Pavel Degtiarenko pavel at jlab.org
Sat Sep 12 22:01:47 EDT 2015


Hi George and All,

I have set up a toy FLUKA model for the Radium irradiation, that can 
simulate Ac-225 production. That is all extremely preliminary and would 
require independent verification. But one immediate engineering question 
came along, and in any case it will have to be answered before we could 
propose a solution for the Radium irradiation problem.

The question is: what is the maximum heat power that could be deposited 
safely and continuously into the Radium target.

In any realistic setup, power deposition in the target will be not 
small. The figure of merit, "Ac-225 hourly production per power in the 
target" in (mCi/hour)/kW, varies, depending on the setup, from about 6 
mCi/h/kW in the case when 150 MeV beam strikes directly at the target, - 
to about 22 mCi/h/kW at 75 MeV and with a 2 rad. lengths radiator in 
front of the target. The setup with thin radiator and sweeping magnet 
before the target can produce 13 mCi per hour in the target 10 cm away 
from the radiator at the full beam 150 MeV, 1 mA (150 kW), and the power 
in the target is evaluated to be about 700 W. The term "hourly 
production" here means that the target is irradiated for one hour, 
parent Ra-225 is produced, and then, in 15-20 days, Ac-225 daughter is 
"harvested".

One gram (one Ci) of Radium is a small target, I used a cylinder 1 cm 
length and 0.48 cm diameter.

Seems like for any setup we would need a reliable engineering evaluation 
of the methods of taking heat off the small target. That would be one of 
the critical parameters that set limits on possible solutions.

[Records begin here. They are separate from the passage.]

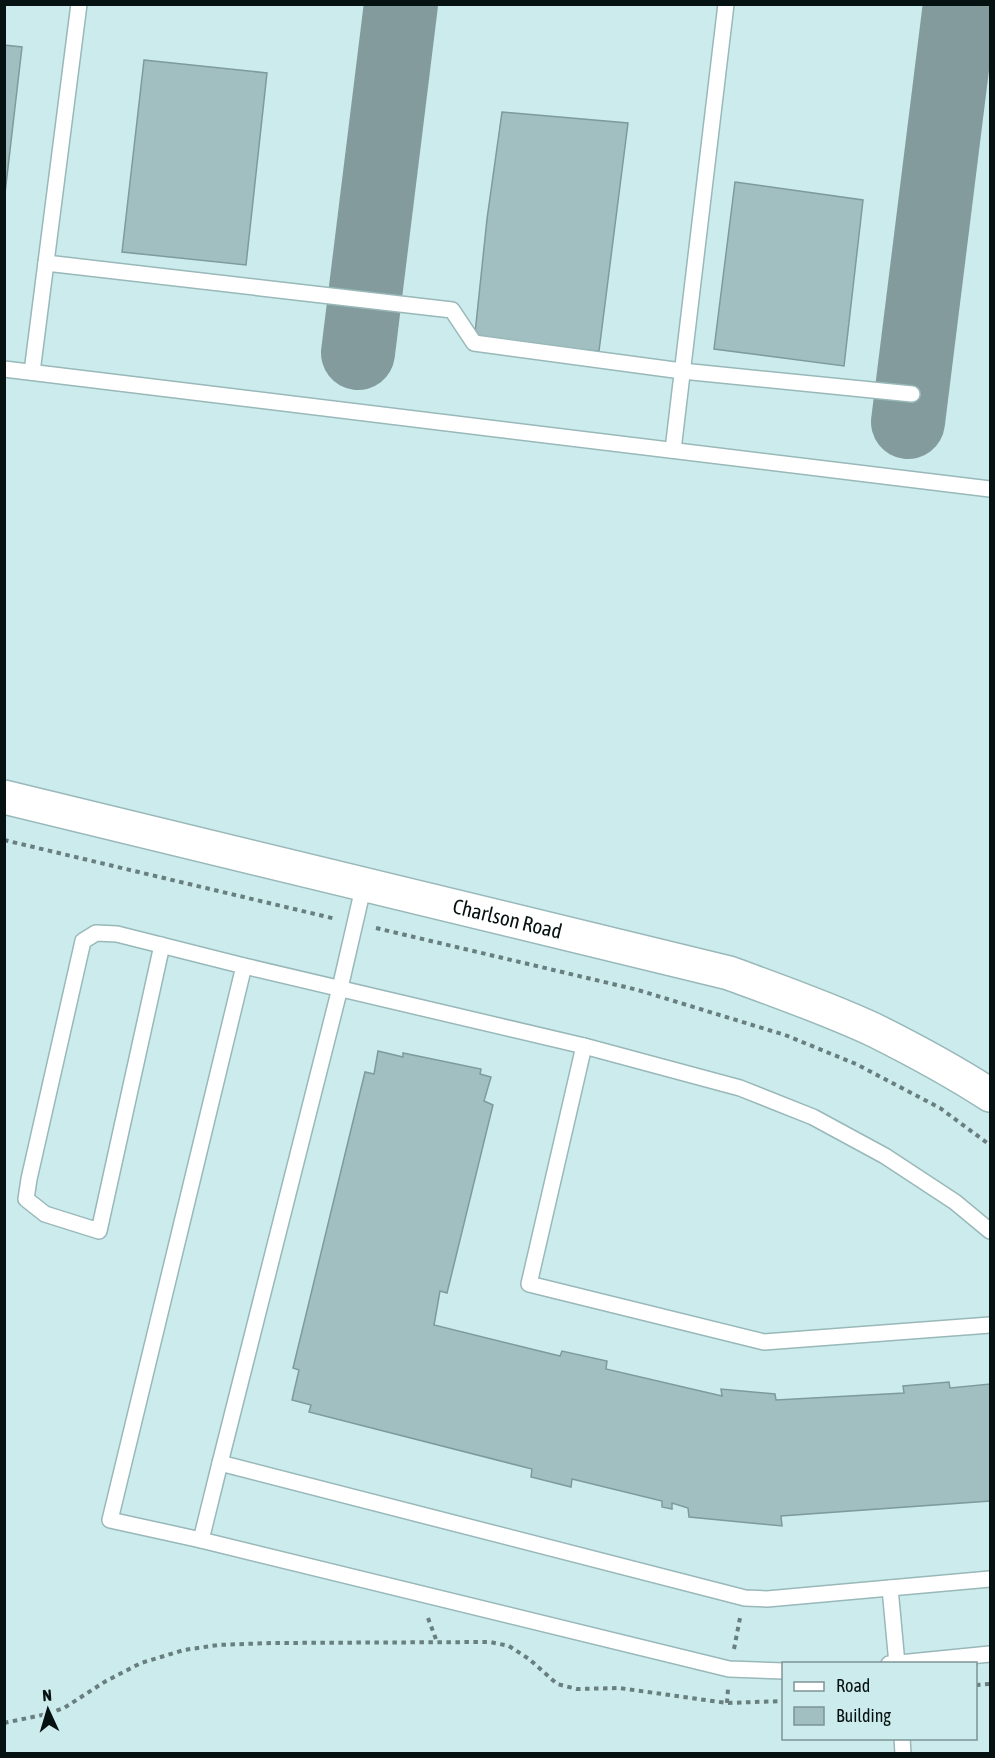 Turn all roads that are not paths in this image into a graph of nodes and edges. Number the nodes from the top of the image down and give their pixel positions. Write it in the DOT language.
graph roads {
  1 [pos="79,4"];
  2 [pos="726,4"];
  3 [pos="46,263"];
  4 [pos="4,369"];
  5 [pos="682,371"];
  6 [pos="32,372"];
  7 [pos="912,394"];
  8 [pos="673,450"];
  9 [pos="990,489"];
  10 [pos="4,797"];
  11 [pos="364,884"];
  12 [pos="162,945"];
  13 [pos="244,966"];
  14 [pos="340,988"];
  15 [pos="584,1046"];
  16 [pos="990,1095"];
  17 [pos="990,1231"];
  18 [pos="990,1325"];
  19 [pos="220,1463"];
  20 [pos="201,1540"];
  21 [pos="990,1579"];
  22 [pos="890,1588"];
  23 [pos="990,1654"];
  24 [pos="897,1662"];
  25 [pos="907,1662"];
  26 [pos="782,1671"];
  1 -- 3 [label="lane"];
  2 -- 5 [label="lane"];
  3 -- 5 [label="lane"];
  3 -- 6 [label="lane"];
  4 -- 6 [label="lane"];
  5 -- 7 [label="lane"];
  5 -- 8 [label="lane"];
  6 -- 8 [label="lane"];
  8 -- 9 [label="lane"];
  10 -- 11 [label="street, Charlson Road"];
  11 -- 14 [label="lane"];
  11 -- 16 [label="street, Charlson Road"];
  12 -- 12 [label="lane"];
  12 -- 13 [label="lane"];
  13 -- 14 [label="lane"];
  13 -- 20 [label="lane"];
  14 -- 15 [label="lane"];
  14 -- 19 [label="lane"];
  15 -- 17 [label="lane"];
  15 -- 18 [label="lane"];
  19 -- 20 [label="lane"];
  19 -- 22 [label="lane"];
  20 -- 26 [label="lane"];
  21 -- 22 [label="lane"];
  22 -- 24 [label="lane"];
  23 -- 25 [label="lane"];
}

One approach could be to investigate the option to use a beryllia (for 
example, see http://www.sanjosedelta.com/beryllium_oxide.shtml) vessel, 
holding Radium, cooled from the outside (by water?..). It should be 
shaped appropriately (with cooling fins attached, or such). The 
irradiation could happen through the entrance beryllia window.

Radium boils at 1140 C, and beryllia can be operated at up to 1800 C. So 
I guess the option to remove Radium from one such vessel into another 
without a loss could be the distillation process again: heat everything 
above 1140 C and attach a fresh vessel with a colder bottom.
Actinium should mostly stay, as it boils above ~3000 C.